The foregoing and other described implementations can each, optionally, include one or more of the following features:


A first feature, combinable with any of the following features, wherein the historical data includes at least one of: historical EUR data of the at least one remote well, historical gas flow capacity data of the at least one remote well, and historical water flow capacity of the at least one remote well.


A second feature, combinable with any of the previous or following features, wherein the historical data is historical data related to a plurality of remote wells.


A third feature, combinable with any of the previous or following features, wherein the method further includes identifying, by the at least one processor based on the historical data, a correlation between gas flow capacity and water flow capacity of the at least one other well.


A fourth feature, combinable with any of the previous features, wherein the method further includes predicting, by the at least one processor, the EUR of the well based on the correlation between gas flow capacity and water flow capacity of the at least one other well.


In another implementation, one or more non-transitory computer-readable media include instructions that, upon execution of the instructions by at least one processor of an electronic device, are to cause the electronic device to: identify historical data related to at least one remote well; identify, based on the historical data, a correlation between gas flow capacity and estimated ultimate recovery (EUR) of the at least one other well; identify gas flow capacity of a well; predict, based on the gas flow capacity of the well and the well and the identified correlation between gas flow capacity and EUR of the at least one other well, EUR of the well; and operate the well based on the predicted EUR.


The foregoing and other described implementations can each, optionally, include one or more of the following features:


A first feature, combinable with any of the following features, wherein the historical data includes at least one of: historical EUR data of the at least one remote well, historical gas flow capacity data of the at least one remote well, and historical water flow capacity of the at least one remote well.


A second feature, combinable with any of the previous or following features, wherein the historical data is historical data related to a plurality of remote wells.


A third feature, combinable with any of the previous or following features, wherein the instructions are further to identify, based on the historical data, a correlation between gas flow capacity and water flow capacity of the at least one other well.

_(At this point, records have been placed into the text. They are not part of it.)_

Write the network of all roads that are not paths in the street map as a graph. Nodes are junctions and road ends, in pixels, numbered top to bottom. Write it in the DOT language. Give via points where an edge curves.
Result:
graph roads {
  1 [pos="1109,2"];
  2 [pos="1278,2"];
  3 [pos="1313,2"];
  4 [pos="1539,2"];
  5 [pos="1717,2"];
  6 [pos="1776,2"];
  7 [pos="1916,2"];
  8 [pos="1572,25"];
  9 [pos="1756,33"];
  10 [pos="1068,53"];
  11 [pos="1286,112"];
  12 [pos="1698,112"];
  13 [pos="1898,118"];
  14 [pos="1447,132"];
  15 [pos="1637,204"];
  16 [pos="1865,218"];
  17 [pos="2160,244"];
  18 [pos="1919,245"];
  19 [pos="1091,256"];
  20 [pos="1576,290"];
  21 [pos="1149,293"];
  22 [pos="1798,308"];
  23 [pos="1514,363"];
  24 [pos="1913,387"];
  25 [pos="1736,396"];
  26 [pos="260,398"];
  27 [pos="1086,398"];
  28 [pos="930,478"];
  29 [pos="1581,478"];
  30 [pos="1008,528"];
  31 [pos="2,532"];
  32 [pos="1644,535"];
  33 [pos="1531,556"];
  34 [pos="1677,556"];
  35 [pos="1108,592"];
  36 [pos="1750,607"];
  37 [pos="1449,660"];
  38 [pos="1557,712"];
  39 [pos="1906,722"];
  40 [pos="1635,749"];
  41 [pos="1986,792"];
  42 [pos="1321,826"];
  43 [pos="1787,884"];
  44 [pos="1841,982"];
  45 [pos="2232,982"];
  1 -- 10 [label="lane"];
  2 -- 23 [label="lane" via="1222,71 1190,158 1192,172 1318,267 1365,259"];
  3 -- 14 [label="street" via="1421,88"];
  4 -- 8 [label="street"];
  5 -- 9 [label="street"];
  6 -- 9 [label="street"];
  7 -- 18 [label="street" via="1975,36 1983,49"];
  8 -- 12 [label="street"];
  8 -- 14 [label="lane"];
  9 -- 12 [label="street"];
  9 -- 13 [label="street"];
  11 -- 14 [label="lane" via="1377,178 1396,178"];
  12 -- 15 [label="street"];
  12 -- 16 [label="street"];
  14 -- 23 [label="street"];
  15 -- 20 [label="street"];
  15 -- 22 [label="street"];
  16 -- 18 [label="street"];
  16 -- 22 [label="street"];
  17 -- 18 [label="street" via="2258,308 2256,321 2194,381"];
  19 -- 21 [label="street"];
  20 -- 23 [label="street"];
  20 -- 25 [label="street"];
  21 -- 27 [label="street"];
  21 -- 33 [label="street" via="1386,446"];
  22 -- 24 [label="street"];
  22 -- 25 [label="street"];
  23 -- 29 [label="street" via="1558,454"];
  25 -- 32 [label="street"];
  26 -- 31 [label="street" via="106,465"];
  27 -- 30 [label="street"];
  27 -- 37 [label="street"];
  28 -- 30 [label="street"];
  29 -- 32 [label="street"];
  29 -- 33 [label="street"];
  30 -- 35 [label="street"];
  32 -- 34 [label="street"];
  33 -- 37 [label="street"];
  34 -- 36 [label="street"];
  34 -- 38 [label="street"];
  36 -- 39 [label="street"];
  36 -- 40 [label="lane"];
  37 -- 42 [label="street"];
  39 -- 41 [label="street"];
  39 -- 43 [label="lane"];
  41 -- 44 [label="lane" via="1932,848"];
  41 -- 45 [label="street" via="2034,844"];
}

A fourth feature, combinable with any of the previous features, wherein the instructions are further to predict the EUR of the well based on the correlation between gas flow capacity and water flow capacity of the at least one other well.


In another implementation, a computer-implemented method includes: identifying, by at least one processor of an electronic device, data related to gas flow capacity of gas in a well; predicting, by the at least one processor based on the data related to the gas flow capacity, an estimated ultimate recovery (EUR) of the well; and operating, by the at least one processor, the well based on the predicted EUR of the well.


The foregoing and other described implementations can each, optionally, include one or more of the following features:

    • A first feature, combinable with any of the following features, wherein the method further includes predicting, by the at least one processor, the EUR of the well based on a correlation of historical gas flow capacity data of at least one other well and a historical EUR of the at least one other well.
    • A second feature, combinable with any of the previous or following features, wherein the data related to the gas flow capacity of the well is based on less than five weeks of gas flowback data of the well.
    • A third feature, combinable with any of the previous or following features, wherein the gas flowback data is related to fluid recovery during operation of the well.
    • A fourth feature, combinable with any of the previous or following features, wherein the gas flow capacity is related to area of flow of the gas within the well multiplied by the square root of a gas permeability value of the gas.
    • A fifth feature, combinable with any of the previous or following features, wherein the method further includes estimating, by the at least one processor, the gas flow capacity of the well based on a water flow capacity of water in the well.
    • A sixth feature, combinable with any of the previous or following features, wherein the method further includes estimating the gas flow capacity of the well based on a correlation of historical gas flow capacity of at least one other well and historical water flow capacity of the at least one other well.
    • A seventh feature, combinable with any of the previous or following features, wherein the correlation is a linear correlation.
    • An eighth feature, combinable with any of the previous or following features, wherein the water flow capacity of the well is based on less than three weeks of water flowback data of the well.
    • A ninth feature, combinable with any of the previous features, wherein the water flow capacity is related to area of water flow of the water within the well multiplied by the square root of a water permeability value of the water.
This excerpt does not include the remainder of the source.